In order to get the best price for his house, Luke was determined to find an ace. Cate fit the bill.
“I know your house well,” Cate said, motioning for Luke to sit down. “Jenny hosted a committee meeting there once, and I told her how impressed I was with her decorating talents.”
“I didn’t know that,” Luke said.
“I’m sorry for your loss, Luke. She was a lovely woman. I think we would have been friends if she had lived. Now,” she said, taking out a sheaf of papers, “I’ve run some comps of the area to give us an overall picture of what we can expect.” She placed four sheets of statistics and photographs of neighboring houses in front of him.
Luke was surprised. “Our house looks much better than these,” he said.
“I know!” Cate replied enthusiastically. “With the new windows you installed and all the things Jenny did, frankly, your house is far superior to what’s out there right now. It’s not a big house, but it’s a doll’s house.”
“And is that good?”
“Since you want to sell over the summer before the kids start school, I would say it is absolutely a good thing.”

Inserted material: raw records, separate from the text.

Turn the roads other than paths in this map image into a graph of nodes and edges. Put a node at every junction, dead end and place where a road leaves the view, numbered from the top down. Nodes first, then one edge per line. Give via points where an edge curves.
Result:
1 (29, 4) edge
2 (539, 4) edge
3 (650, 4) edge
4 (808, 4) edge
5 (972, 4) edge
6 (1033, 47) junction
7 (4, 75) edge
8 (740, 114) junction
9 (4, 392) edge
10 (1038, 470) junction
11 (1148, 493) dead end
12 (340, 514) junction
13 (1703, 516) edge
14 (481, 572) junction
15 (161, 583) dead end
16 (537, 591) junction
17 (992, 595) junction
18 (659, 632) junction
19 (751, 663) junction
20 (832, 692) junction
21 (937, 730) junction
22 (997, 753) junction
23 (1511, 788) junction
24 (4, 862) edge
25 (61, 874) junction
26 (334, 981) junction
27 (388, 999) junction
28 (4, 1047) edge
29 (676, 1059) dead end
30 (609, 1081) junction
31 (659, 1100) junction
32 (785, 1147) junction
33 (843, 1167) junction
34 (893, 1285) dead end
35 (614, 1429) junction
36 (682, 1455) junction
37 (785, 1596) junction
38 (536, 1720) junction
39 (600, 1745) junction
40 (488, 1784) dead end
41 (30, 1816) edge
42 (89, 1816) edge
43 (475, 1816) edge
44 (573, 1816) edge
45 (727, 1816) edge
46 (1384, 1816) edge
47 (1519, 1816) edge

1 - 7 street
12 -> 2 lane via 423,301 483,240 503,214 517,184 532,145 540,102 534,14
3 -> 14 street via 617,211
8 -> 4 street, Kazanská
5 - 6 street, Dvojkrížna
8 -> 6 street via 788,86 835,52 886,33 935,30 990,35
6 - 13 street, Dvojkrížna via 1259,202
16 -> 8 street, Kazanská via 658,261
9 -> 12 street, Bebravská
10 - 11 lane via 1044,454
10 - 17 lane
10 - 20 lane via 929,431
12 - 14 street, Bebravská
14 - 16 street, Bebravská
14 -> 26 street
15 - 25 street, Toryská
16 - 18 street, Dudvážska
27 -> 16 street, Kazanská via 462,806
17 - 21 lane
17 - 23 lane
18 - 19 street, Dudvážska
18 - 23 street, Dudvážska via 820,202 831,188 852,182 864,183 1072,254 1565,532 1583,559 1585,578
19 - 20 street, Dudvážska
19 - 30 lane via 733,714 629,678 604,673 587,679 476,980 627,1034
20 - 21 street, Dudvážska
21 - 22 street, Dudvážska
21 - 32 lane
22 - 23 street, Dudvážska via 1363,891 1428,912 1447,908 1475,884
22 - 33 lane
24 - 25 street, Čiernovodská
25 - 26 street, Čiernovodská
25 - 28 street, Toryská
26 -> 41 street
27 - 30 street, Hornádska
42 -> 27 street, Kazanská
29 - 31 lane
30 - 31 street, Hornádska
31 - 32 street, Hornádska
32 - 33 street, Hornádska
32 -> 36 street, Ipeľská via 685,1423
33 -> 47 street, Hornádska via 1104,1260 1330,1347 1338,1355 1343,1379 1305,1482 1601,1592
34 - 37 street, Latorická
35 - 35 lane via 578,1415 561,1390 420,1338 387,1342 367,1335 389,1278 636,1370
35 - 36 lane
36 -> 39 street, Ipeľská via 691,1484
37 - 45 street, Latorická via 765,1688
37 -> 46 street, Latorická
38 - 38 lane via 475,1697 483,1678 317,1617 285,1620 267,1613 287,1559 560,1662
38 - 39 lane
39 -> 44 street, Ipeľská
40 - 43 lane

Luke struggled to catch Cate’s enthusiasm, but as she continued talking about the specifics of listing the house, the lockbox, the advertising campaign and the contracts he needed to sign, Luke began to feel as if Jenny was sitting next to him, holding his hand, urging him to be strong.
Luke’s heart was as heavy as stone. Jenny was slipping away from him once again. Once the house was sold, he could not get it back. He would not be able to walk through the rooms and pretend she was there, sitting in her favorite chair, waiting for him to tell her about his day. There would be no more hauntings from his beautiful wife, or night whispers when she came to him in his sleep. He could no longer imagine her touch.
He was losing his dream.
And it was as if Jenny had died all over again.
Luke signed the papers and Cate promised to put the for-sale sign up on the front lawn the next day, after he’d had the opportunity to tell the children that their lives were about to change. Again.
* * *
LUKE STIRRED THE macaroni and cheese while Annie emptied a bag of prewashed, premixed greens into the wooden salad bowl.
“How about Ranch?” Annie asked her brother, dumping too much dressing on the greens.
“I hate salad. Can I have graham crackers, instead?” Timmy asked.
“No,” Annie said emphatically, with a tortured look on her face. “Graham crackers are for dessert.”
“Uh-uh,” Timmy said. “Ice cream is for dessert. We got that sugar-free stuff. Low fat. Right, Dad?”
Luke only nodded. “You guys want hot dogs with or without the buns?”
“Bun,” Annie said, looking at him as if any other form of presentation was ludicrous.
“No bun,” Timmy said. “I have to have room for ice cream.”
“Daaaad,” Annie groaned as if she thought Timmy should be reprimanded.
Because Luke dreaded what he was about to say to his children he replied, “We should all save room for ice cream tonight.”
Luke put the mac and cheese in a bowl and served the hot dogs. Annie placed a spoonful of salad on Timmy’s plate. Timmy groaned and pushed it to the far rim, making sure nothing green touched his pasta.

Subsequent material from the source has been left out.